With development of massively parallel sequencing technologies, there is a substantial need for developing powerful rare variant association tests. Common approaches include burden and non-burden tests. Burden tests assume all rare variants in the target region have effects on the phenotype in the same direction and of similar magnitude. The recently proposed sequence kernel association test (SKAT) (Wu, M. C., and others, 2011. Rare-variant association testing for sequencing data with the SKAT. The American Journal of Human Genetics 89, 82-93], an extension of the C-alpha test (Neale, B. M., and others, 2011. Testing for an unusual distribution of rare variants. PLoS Genetics 7, 161-165], provides a robust test that is particularly powerful in the presence of protective and deleterious variants and null variants, but is less powerful than burden tests when a large number of variants in a region are causal and in the same direction. As the underlying biological mechanisms are unknown in practice and vary from one gene to another across the genome, it is of substantial practical interest to develop a test that is optimal for both scenarios. In this paper, we propose a class of tests that include burden tests and SKAT as special cases, and derive an optimal test within this class that maximizes power. We show that this optimal test outperforms burden tests and SKAT in a wide range of scenarios. The results are illustrated using simulation studies and triglyceride data from the Dallas Heart Study. In addition, we have derived sample size/power calculation formula for SKAT with a new family of kernels to facilitate designing new sequence association studies.

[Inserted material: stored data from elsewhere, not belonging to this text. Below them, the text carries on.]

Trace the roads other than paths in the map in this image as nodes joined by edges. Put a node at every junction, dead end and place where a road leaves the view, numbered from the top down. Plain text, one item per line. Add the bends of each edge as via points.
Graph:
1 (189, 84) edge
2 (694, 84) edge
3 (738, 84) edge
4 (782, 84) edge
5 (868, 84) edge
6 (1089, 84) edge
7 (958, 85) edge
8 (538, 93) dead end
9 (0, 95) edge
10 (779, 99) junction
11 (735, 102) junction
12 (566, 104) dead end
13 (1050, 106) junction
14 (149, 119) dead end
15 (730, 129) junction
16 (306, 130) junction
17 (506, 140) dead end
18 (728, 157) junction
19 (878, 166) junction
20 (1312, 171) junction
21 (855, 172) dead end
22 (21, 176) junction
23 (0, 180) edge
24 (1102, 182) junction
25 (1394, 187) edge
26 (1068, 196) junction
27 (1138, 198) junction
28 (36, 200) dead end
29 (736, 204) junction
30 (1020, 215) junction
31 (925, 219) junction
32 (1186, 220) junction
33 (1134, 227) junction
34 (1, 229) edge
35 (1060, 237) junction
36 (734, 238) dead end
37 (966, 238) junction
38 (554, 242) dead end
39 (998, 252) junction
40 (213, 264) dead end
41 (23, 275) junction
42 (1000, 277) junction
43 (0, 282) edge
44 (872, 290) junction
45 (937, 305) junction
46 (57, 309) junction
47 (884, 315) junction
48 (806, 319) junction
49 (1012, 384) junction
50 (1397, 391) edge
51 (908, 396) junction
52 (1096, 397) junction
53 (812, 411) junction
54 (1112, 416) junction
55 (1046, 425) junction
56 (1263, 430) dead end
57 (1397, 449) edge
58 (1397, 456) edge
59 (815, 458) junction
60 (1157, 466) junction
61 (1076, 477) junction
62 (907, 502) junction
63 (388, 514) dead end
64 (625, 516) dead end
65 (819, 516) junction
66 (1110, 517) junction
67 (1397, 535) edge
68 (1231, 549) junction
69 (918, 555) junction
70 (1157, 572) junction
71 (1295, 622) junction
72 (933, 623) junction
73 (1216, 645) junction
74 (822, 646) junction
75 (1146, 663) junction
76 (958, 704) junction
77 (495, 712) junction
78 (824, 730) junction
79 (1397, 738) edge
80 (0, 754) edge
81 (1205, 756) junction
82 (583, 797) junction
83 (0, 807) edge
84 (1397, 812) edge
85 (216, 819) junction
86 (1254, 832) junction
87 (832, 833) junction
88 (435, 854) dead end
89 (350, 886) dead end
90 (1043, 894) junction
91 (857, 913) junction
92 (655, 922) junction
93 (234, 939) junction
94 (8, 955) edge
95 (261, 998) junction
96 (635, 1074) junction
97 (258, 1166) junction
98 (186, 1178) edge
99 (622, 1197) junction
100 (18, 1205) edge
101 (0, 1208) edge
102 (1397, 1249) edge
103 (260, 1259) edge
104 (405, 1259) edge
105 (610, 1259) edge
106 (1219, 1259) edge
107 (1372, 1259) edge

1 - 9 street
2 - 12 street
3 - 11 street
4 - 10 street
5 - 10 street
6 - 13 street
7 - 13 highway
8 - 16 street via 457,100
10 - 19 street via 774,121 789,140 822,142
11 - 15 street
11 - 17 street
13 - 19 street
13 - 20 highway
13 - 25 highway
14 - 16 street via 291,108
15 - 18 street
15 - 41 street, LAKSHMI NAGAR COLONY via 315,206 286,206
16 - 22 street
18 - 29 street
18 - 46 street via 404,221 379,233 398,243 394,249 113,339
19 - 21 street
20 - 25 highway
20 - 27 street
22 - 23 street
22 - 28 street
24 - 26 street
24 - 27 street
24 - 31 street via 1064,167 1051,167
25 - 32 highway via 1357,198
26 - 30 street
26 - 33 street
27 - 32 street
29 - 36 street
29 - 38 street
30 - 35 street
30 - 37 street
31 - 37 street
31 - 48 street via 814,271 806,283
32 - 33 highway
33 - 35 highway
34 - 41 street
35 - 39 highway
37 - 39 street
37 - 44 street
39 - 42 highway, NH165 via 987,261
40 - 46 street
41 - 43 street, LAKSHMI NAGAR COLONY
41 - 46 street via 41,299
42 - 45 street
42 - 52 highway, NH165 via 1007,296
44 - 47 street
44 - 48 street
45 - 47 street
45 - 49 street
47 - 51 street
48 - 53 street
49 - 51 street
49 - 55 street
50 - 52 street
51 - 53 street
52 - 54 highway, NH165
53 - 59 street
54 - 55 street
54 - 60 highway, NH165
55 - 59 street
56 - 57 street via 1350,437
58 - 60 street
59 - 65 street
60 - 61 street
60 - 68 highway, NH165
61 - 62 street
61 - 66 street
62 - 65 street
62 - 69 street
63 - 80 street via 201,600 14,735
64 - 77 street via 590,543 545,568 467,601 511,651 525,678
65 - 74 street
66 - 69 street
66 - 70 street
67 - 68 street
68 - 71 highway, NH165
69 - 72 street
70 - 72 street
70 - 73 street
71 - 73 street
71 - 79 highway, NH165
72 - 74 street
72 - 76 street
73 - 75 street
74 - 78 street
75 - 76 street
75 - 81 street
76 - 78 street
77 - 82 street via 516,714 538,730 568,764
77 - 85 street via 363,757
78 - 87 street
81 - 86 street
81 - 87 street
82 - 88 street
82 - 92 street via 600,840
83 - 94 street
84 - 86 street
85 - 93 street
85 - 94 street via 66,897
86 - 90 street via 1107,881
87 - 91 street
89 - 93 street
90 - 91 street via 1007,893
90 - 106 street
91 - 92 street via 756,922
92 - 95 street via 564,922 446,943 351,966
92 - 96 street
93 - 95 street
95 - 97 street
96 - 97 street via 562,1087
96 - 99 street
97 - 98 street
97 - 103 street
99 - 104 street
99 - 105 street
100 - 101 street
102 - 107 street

随着大规模并行测序技术的发展,开发强大的罕见变异关联测试的需求也在不断增加。常见的方法包括负担测试和非负担测试。负担测试假设目标区域中的所有罕见变异都以相同的方向和相似的幅度对表型产生影响。最近提出的序列核关联测试(SKAT)(Wu,MC,等,2011。用于 SKAT 的测序数据的罕见变异关联测试。美国人类遗传学杂志 89,82-93],C-alpha 测试的扩展(Neale,BM,等,2011。测试罕见变异的异常分布。PLoS Genetics 7,161-165],提供了一种强大的测试方法,特别是在存在保护和有害变异和无效变异的情况下,但是当一个区域中的大量变异是因果关系且方向相同时,其功效不如负担测试。由于在实践中未知潜在的生物学机制,并且在整个基因组中因基因而异,因此开发一种针对这两种情况都最佳的测试方法具有重要的实际意义。在本文中,我们提出了一类测试方法,其中包括负担测试和 SKAT 作为特例,并在该类中推导出一种最优测试方法,该方法可最大程度地提高功效。我们表明,在广泛的情况下,这种最优测试方法优于负担测试和 SKAT。我们使用模拟研究和达拉斯心脏研究中的甘油三酯数据来说明结果。此外,我们还针对具有新核家族的 SKAT 推导出了样本量/功效计算公式,以方便设计新的序列关联研究。